### Problem description
In the records that follow, count the lines where the string "points" appears, and give the count with nothing added.

### Exercise inputs

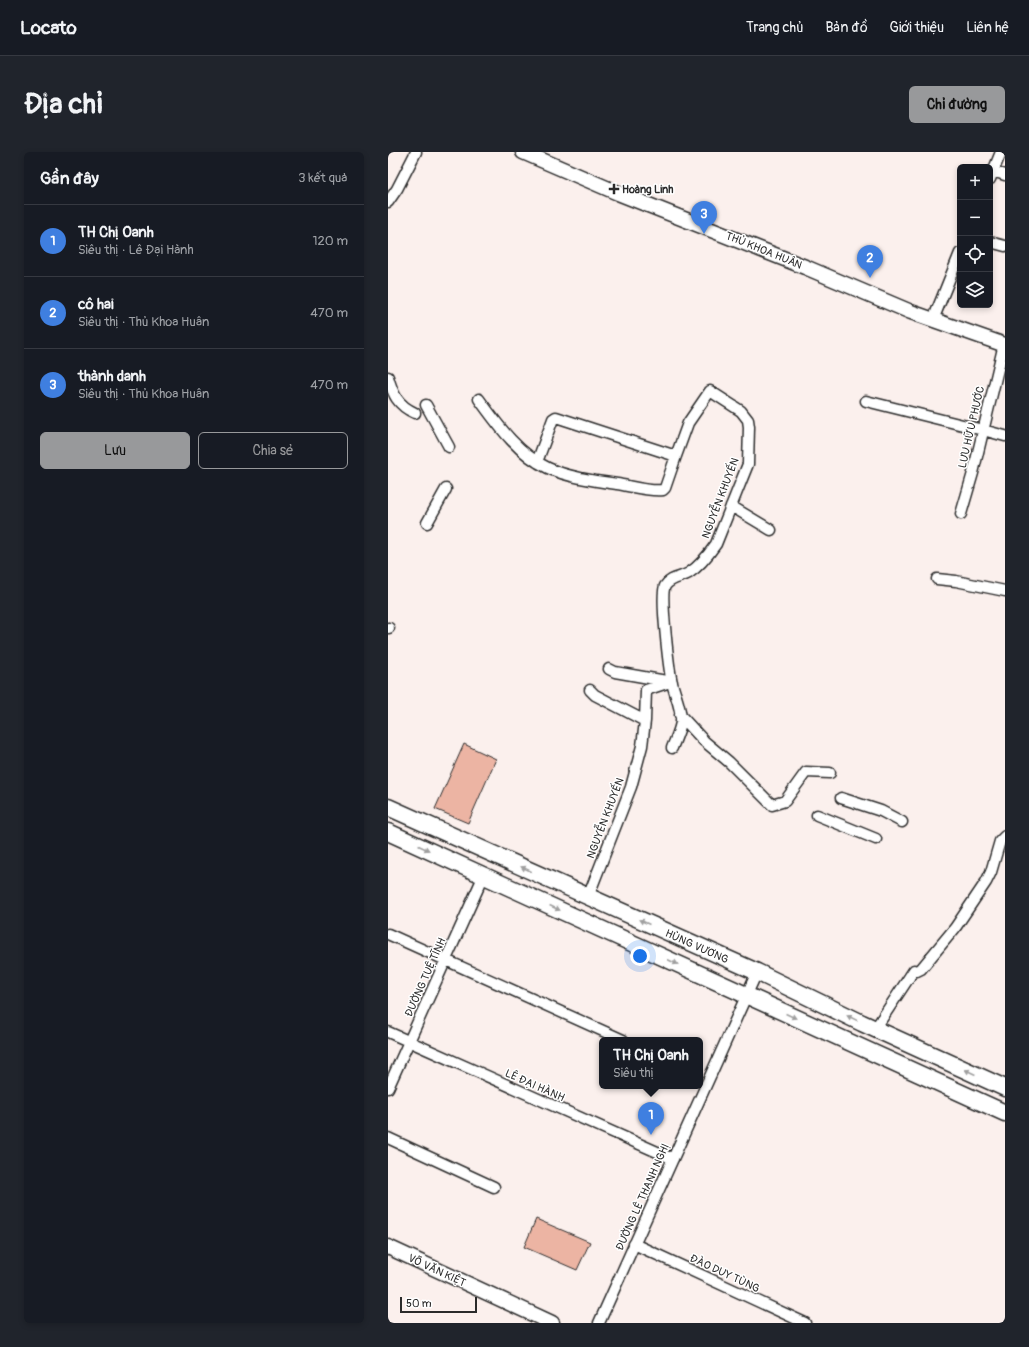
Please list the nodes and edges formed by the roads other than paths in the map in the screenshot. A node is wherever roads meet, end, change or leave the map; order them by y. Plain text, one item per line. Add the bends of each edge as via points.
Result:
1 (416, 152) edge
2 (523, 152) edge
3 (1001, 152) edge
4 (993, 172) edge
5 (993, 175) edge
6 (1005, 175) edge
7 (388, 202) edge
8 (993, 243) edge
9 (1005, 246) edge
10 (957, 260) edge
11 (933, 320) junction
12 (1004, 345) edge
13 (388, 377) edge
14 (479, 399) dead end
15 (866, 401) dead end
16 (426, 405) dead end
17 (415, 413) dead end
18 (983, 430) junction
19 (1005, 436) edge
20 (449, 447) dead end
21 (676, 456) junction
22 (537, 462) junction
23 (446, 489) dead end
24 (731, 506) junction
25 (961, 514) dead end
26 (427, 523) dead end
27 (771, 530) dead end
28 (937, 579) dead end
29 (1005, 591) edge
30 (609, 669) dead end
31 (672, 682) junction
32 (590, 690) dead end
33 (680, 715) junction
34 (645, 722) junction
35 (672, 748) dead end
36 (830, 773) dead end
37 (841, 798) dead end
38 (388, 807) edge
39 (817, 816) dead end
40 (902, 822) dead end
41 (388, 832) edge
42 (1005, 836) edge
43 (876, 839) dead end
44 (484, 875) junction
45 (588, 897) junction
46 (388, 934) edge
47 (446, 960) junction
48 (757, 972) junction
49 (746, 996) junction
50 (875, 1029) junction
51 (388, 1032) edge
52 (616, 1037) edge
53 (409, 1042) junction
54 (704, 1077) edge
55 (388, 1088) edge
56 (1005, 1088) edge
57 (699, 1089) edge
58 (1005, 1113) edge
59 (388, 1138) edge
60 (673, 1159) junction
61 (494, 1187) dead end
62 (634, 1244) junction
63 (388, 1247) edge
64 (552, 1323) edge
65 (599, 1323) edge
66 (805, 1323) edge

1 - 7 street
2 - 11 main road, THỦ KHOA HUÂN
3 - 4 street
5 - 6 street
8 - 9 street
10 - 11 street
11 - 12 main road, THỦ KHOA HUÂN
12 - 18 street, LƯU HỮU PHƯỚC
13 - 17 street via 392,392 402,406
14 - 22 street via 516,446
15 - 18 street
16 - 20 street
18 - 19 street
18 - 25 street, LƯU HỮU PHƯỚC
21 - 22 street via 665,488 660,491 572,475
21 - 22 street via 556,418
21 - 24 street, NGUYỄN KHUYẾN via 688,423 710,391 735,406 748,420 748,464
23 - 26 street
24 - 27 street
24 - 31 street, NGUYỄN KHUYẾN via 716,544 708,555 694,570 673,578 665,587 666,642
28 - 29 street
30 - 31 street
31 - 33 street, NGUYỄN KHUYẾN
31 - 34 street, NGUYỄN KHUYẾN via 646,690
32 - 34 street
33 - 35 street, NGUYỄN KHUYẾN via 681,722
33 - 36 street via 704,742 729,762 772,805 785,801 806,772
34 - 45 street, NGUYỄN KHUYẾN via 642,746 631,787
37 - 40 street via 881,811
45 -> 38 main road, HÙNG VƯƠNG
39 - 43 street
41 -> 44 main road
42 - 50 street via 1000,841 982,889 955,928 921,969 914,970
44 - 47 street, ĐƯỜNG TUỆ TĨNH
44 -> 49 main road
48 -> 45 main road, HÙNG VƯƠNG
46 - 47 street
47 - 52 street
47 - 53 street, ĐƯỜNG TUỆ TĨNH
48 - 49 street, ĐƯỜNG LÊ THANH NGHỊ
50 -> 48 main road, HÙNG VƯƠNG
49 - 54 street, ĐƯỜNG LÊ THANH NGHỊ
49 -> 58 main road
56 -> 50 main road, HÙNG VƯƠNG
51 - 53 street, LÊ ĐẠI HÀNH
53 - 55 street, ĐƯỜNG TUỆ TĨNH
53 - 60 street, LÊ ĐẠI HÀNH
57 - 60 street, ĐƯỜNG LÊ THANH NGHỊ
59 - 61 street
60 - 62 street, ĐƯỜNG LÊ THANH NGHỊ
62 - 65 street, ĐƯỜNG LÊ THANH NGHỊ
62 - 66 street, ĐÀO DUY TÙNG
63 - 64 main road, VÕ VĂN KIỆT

* * *

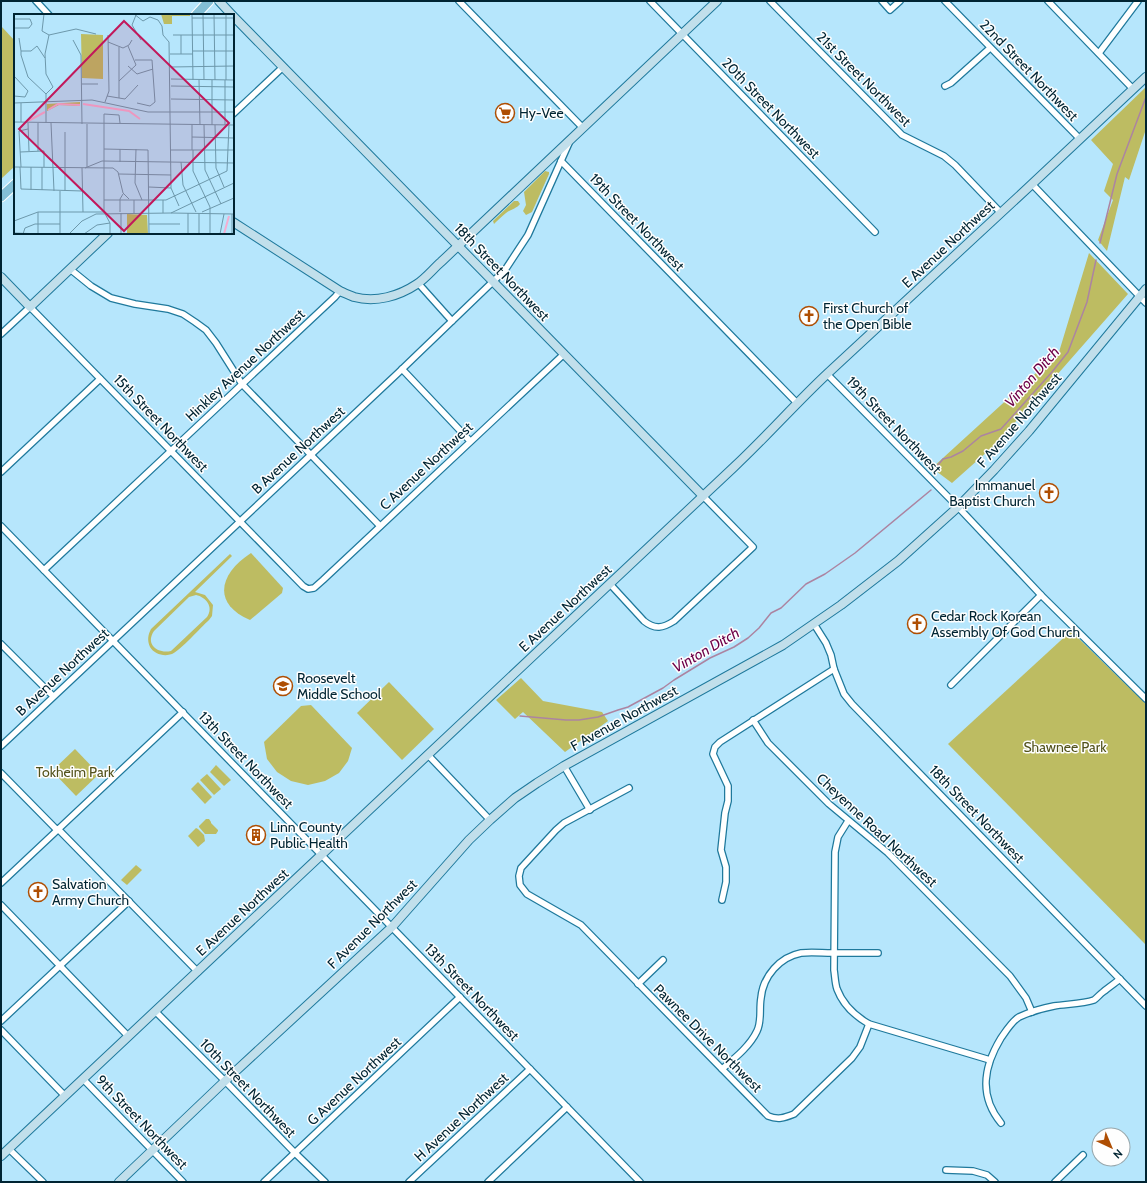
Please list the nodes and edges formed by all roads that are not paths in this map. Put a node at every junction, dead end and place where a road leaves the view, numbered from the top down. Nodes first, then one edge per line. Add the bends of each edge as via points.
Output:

### Reply to the task
2